Among the entries below, only the lines starting at the one with "pinky mcp: (544, 439)" and ending at the one with "index dip: (1030, 643)", both included, are to be printed exactly.

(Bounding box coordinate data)
☆ ☆ ☆ ☆
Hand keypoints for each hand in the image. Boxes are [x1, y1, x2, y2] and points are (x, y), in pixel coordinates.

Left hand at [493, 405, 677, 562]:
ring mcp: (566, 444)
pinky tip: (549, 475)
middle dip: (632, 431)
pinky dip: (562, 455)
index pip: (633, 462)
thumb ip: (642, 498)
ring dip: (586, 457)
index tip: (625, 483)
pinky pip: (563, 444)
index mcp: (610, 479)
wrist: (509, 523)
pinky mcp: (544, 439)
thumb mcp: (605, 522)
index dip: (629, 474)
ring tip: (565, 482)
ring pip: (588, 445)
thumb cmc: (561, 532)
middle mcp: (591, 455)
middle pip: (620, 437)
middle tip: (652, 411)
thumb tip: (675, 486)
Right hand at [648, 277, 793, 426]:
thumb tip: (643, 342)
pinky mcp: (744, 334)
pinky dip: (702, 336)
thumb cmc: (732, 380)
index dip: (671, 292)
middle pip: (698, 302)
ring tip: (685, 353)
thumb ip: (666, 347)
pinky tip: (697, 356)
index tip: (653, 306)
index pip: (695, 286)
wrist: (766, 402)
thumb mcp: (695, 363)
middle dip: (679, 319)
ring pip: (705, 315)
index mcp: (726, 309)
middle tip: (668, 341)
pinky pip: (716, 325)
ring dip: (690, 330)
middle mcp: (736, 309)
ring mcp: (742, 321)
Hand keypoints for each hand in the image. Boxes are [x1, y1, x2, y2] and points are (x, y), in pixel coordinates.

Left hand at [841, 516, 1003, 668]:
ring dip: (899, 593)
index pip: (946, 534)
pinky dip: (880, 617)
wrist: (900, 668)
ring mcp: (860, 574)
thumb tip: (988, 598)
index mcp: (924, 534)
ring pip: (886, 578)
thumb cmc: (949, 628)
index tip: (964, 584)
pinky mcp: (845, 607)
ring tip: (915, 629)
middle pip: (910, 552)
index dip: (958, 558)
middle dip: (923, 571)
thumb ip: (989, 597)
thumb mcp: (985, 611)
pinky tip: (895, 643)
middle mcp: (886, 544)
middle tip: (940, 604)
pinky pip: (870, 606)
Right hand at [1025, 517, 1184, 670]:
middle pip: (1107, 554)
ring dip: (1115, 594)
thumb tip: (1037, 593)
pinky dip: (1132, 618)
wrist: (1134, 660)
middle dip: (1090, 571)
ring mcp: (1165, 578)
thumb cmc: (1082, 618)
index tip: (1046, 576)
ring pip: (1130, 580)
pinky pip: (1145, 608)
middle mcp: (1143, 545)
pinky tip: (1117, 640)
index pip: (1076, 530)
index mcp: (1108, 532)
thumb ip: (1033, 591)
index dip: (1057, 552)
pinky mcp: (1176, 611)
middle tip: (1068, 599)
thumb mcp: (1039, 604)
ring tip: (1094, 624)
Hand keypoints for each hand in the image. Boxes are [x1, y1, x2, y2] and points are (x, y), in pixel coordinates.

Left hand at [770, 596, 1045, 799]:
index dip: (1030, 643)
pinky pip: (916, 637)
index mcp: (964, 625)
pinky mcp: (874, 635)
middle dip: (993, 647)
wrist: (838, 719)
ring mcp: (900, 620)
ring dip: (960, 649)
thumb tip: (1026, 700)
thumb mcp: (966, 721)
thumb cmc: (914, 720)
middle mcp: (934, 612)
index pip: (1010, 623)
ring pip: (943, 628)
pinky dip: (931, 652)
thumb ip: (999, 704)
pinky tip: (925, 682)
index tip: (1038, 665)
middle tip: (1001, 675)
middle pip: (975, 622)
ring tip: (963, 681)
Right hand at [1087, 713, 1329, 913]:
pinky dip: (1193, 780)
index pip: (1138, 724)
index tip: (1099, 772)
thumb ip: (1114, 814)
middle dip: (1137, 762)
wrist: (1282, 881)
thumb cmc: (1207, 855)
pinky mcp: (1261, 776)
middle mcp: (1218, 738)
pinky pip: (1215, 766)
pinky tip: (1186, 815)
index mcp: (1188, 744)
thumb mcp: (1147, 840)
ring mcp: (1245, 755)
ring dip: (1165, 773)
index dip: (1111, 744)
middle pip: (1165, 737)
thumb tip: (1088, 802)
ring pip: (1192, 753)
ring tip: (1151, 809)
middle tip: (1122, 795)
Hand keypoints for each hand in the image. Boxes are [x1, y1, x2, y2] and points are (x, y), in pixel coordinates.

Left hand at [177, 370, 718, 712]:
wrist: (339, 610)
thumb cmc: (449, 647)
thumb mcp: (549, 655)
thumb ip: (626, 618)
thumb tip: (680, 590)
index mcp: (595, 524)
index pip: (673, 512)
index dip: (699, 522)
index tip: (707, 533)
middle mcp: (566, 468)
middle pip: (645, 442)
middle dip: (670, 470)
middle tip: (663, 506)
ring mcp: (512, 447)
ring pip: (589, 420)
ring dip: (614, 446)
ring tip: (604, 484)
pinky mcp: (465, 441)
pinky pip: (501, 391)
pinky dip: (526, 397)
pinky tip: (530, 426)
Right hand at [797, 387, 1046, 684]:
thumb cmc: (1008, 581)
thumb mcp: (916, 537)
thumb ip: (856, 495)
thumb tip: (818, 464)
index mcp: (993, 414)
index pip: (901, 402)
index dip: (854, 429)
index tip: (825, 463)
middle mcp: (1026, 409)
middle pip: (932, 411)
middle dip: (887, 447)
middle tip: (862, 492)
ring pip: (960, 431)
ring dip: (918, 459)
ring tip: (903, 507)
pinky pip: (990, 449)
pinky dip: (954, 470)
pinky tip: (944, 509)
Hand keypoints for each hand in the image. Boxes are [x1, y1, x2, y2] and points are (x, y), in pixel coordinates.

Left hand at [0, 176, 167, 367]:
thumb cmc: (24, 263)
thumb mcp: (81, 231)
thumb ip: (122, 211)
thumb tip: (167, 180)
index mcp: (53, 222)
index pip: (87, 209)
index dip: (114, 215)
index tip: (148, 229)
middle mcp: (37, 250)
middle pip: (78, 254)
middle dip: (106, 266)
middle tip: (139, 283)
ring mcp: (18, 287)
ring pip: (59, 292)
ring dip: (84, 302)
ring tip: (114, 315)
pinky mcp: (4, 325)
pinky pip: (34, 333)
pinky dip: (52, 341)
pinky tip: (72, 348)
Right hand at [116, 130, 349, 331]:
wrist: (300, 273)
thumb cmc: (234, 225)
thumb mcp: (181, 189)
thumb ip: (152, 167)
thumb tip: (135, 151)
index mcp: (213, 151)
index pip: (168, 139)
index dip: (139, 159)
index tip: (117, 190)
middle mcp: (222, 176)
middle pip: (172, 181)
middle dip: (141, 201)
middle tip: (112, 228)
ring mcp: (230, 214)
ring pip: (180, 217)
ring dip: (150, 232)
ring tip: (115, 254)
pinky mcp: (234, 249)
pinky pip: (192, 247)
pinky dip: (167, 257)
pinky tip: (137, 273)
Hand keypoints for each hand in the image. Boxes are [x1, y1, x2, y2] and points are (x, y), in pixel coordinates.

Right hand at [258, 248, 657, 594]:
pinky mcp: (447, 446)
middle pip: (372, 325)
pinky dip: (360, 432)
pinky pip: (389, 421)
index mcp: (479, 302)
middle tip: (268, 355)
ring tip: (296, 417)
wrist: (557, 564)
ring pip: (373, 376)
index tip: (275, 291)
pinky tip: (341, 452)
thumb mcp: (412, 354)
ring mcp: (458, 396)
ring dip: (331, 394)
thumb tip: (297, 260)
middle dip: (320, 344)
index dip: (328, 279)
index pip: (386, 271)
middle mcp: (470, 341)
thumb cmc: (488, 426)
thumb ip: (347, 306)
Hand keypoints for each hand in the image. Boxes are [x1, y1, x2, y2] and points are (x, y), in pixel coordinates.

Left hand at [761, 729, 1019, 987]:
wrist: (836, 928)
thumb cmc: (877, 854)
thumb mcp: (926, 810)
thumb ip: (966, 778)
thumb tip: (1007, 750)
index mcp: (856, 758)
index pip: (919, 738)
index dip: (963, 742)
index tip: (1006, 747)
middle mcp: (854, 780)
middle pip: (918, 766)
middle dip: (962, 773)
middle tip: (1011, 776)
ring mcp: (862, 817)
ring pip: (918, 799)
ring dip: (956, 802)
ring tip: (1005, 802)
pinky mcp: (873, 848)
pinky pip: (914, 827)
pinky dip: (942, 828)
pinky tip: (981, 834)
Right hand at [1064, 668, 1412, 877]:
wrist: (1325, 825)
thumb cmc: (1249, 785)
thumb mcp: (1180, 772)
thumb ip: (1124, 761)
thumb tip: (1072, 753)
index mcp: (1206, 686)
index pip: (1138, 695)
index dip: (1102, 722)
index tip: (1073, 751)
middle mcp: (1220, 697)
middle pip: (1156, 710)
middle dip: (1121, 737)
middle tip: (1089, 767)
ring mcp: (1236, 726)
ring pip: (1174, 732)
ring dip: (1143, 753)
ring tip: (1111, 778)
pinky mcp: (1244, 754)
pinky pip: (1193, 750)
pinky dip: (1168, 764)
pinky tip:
☆ ☆ ☆ ☆
# [Your solution]
pinky mcp: (544, 439)
thumb mcp: (605, 522)
index dip: (629, 474)
ring tip: (565, 482)
ring pip: (588, 445)
thumb cmc: (561, 532)
middle mcp: (591, 455)
middle pip: (620, 437)
middle tip: (652, 411)
thumb tip: (675, 486)
Right hand at [648, 277, 793, 426]:
thumb tip: (643, 342)
pinky mcp: (744, 334)
pinky dip: (702, 336)
thumb cmc: (732, 380)
index dip: (671, 292)
middle pip: (698, 302)
ring tip: (685, 353)
thumb ip: (666, 347)
pinky tip: (697, 356)
index tip: (653, 306)
index pip: (695, 286)
wrist: (766, 402)
thumb mcp: (695, 363)
middle dip: (679, 319)
ring pip: (705, 315)
index mcp: (726, 309)
middle tip: (668, 341)
pinky pip: (716, 325)
ring dip: (690, 330)
middle mcp: (736, 309)
ring mcp: (742, 321)
Hand keypoints for each hand in the image. Boxes are [x1, y1, x2, y2] and points are (x, y), in pixel coordinates.

Left hand at [841, 516, 1003, 668]:
ring dip: (899, 593)
index pip: (946, 534)
pinky dip: (880, 617)
wrist: (900, 668)
ring mcp: (860, 574)
thumb tip: (988, 598)
index mcp: (924, 534)
ring pip: (886, 578)
thumb cmc: (949, 628)
index tip: (964, 584)
pinky mcp: (845, 607)
ring tip: (915, 629)
middle pip: (910, 552)
index dip: (958, 558)
middle dip: (923, 571)
thumb ip: (989, 597)
thumb mcp: (985, 611)
pinky tip: (895, 643)
middle mcp: (886, 544)
middle tip: (940, 604)
pinky pip: (870, 606)
Right hand at [1025, 517, 1184, 670]:
middle pip: (1107, 554)
ring dip: (1115, 594)
thumb tip: (1037, 593)
pinky dip: (1132, 618)
wrist: (1134, 660)
middle dip: (1090, 571)
ring mcp: (1165, 578)
thumb cmc: (1082, 618)
index tip: (1046, 576)
ring pip: (1130, 580)
pinky pip: (1145, 608)
middle mcp: (1143, 545)
pinky tip: (1117, 640)
index pip: (1076, 530)
index mcp: (1108, 532)
thumb ip: (1033, 591)
index dip: (1057, 552)
pinky mcp: (1176, 611)
middle tip: (1068, 599)
thumb mcp: (1039, 604)
ring tip: (1094, 624)
Hand keypoints for each hand in the image. Boxes are [x1, y1, x2, y2] and points are (x, y), in pixel coordinates.

Left hand at [770, 596, 1045, 799]:
index dip: (1030, 643)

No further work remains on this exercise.